For the sake of argument, let’s say Atlassian, Palo Alto Networks and other software sector stocks do enter into a long correction beginning now, just a couple weeks away from the start of May.
Would you follow a dubious “strategy” of selling just because Cinco de Mayo is around the corner? And would you sell immediately or wait until May 1 — regardless of how far the stocks decline between now and then?
Or would you follow sound sell rules based on decades of market history? Selling on a sharp, heavy-volume crash below the 50-day line. Taking profits at 20%-25%. Locking in remaining gains to avoid letting a double-digit gain revert into a loss. These are far more reliable and effective rules on when to sell stocks than simply checking today’s date.
Keep in mind: Even if the “Sell in May and go away” cliche actually works out in any given year, what’s the Wall Street axiom that tells you when to get back in?
Investing In Stocks: Follow Rules, Not Calendars
Take what happened in 2018. The “Sell in May and go away” approach failed, as the indexes continued to move higher from May to September. A more effective strategy (for last year, that is) would have been to “always remember to sell in September.” Starting in October, the stock market sank into a bear market, taking most leading stocks down with it.
As the market eventually shook off that correction and began to launch a new uptrend in January of this year, what was the signal to start buying stocks again? It wasn’t the calendar or some cliche. It was a follow-through day.
Simply put, this bullish signal is a heavy-volume up day that confirms a new rally the market has been making following an extended correction. While not all follow-through days lead to a sustained uptrend, no major bull markets have started without one.
As with most sayings that have stuck around for decades, there is an element of truth to the “Sell in May and go away” maxim. But that’s speculation, not strategy. Stick, instead, to proven rules.

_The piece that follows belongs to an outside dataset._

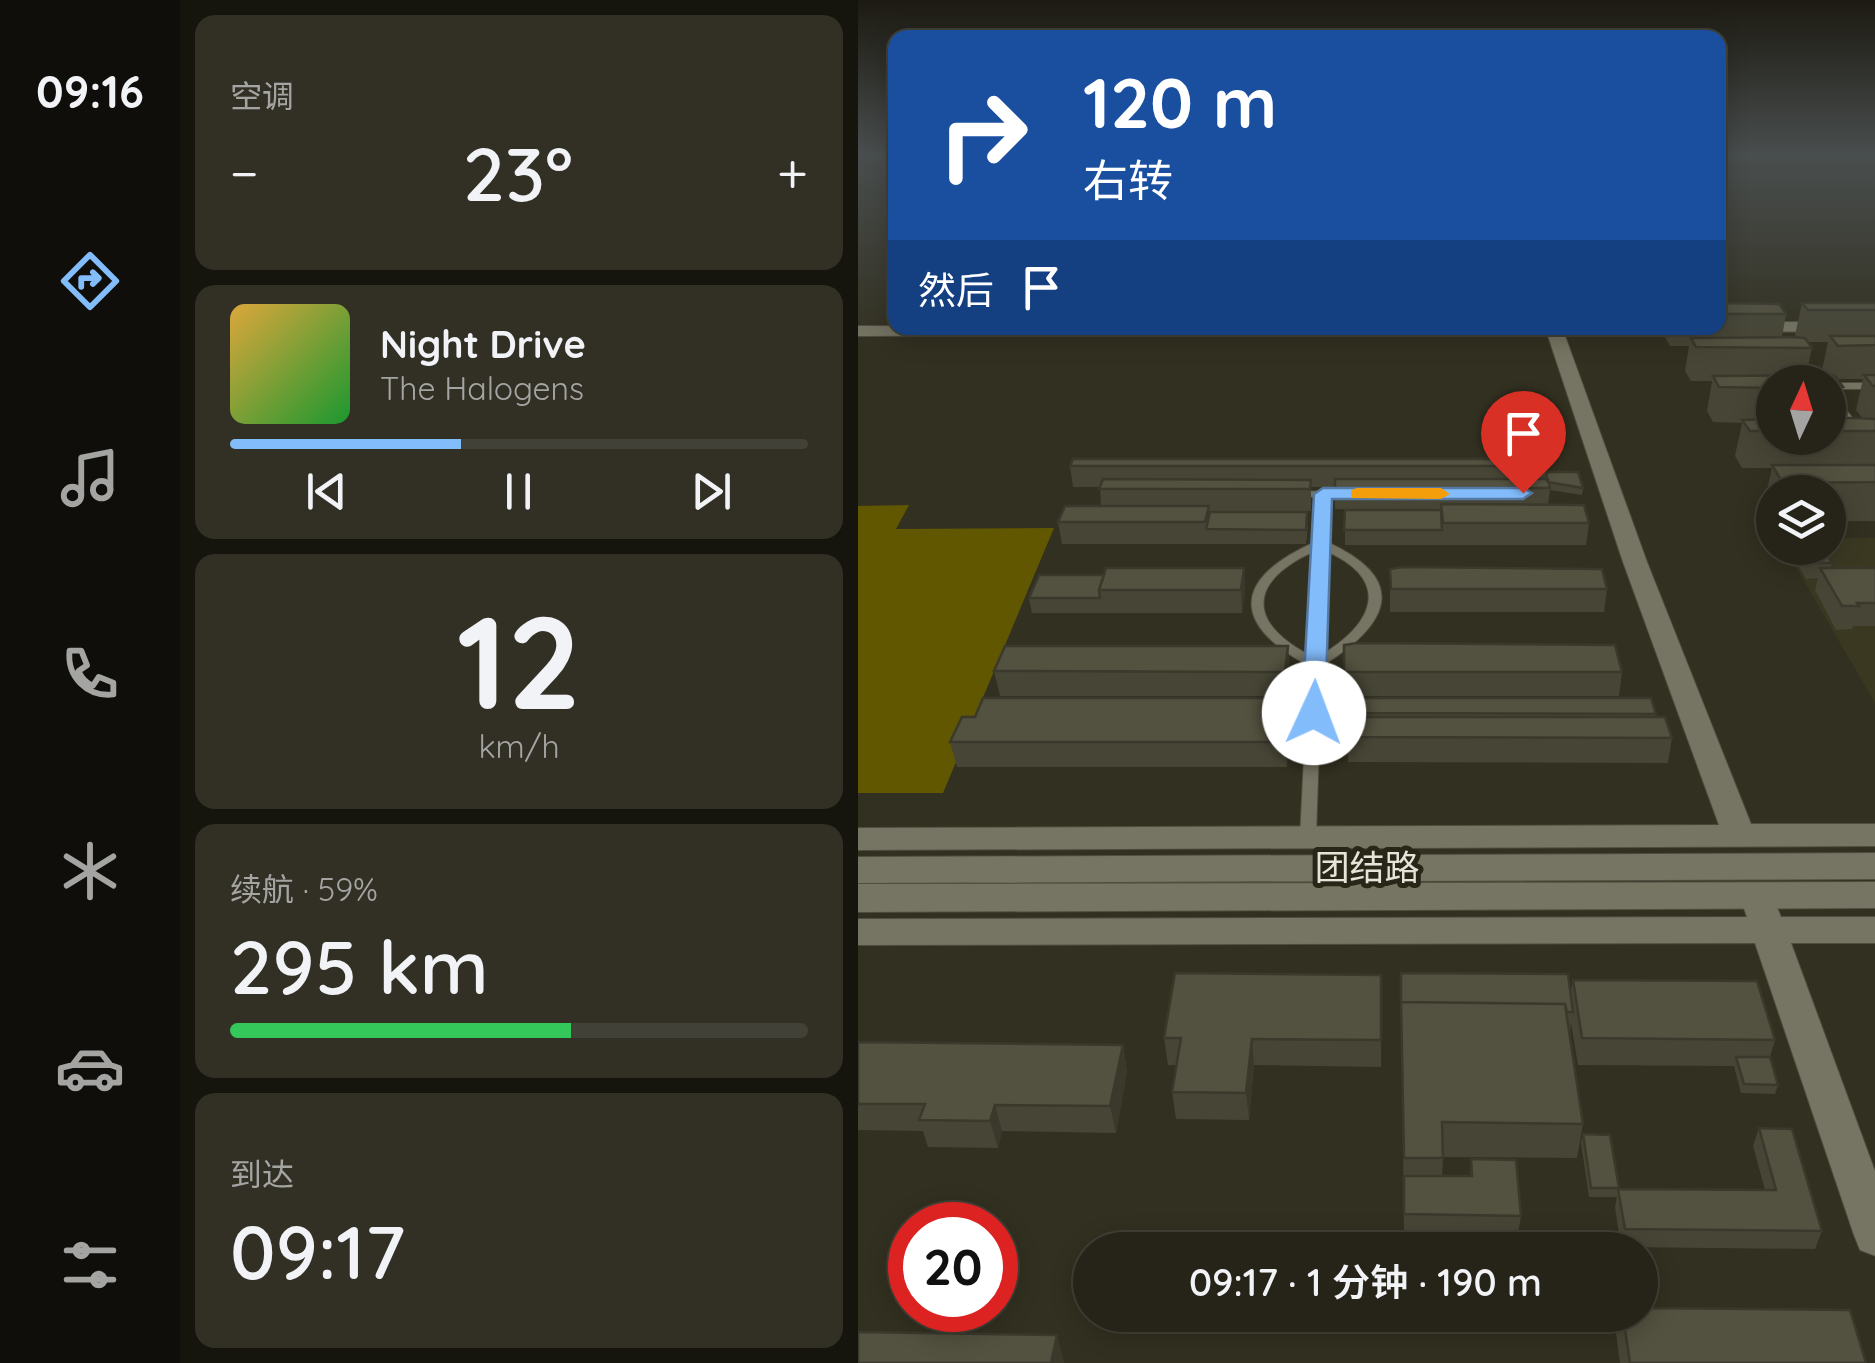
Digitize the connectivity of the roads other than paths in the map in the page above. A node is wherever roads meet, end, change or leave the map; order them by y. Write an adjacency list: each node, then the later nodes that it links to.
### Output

Investing In Stocks: Focus On Market Direction, Stock Charts
Here’s a more sound approach to spotting the best time to buy and sell stocks.
- Check Current Direction Of General Market
Are the major indexes in a strong uptrend, clear downtrend or just muddling along with no clear sense of direction? Find out by checking The Big Picture to see which of three possible stages the stock market is currently in.
Knowing what environment you’re operating in and basing your investing decisions on that is a much better strategy than relying on a random date on the calendar.
- Check Chart Action For Stocks You Own
As IBD founder William J. O’Neil has said, “Trade your stock first. The market second.”
In other words, always keep the overall market action in mind when deciding whether to buy, sell or hold. But ultimately that decision comes down to how your own stock is performing.
Is it flashing clear sell signals? Or is it finding support or showing resilience in the face of overall market weakness? That’s what matters most — regardless of what month we happen to be in at any given time.
Stay Flexible And Focused On Rules, Not Market Maxims
Just like a broken clock is right twice a day, market maxims like “Sell in May and go away” can prove prescient in some cases. But they can also be dead wrong.
So to keep the odds of success in your favor, stick to a sound game plan based on what the market and leading stocks are actually doing, not on what any pundits or proverbs say they “should” or “will” do.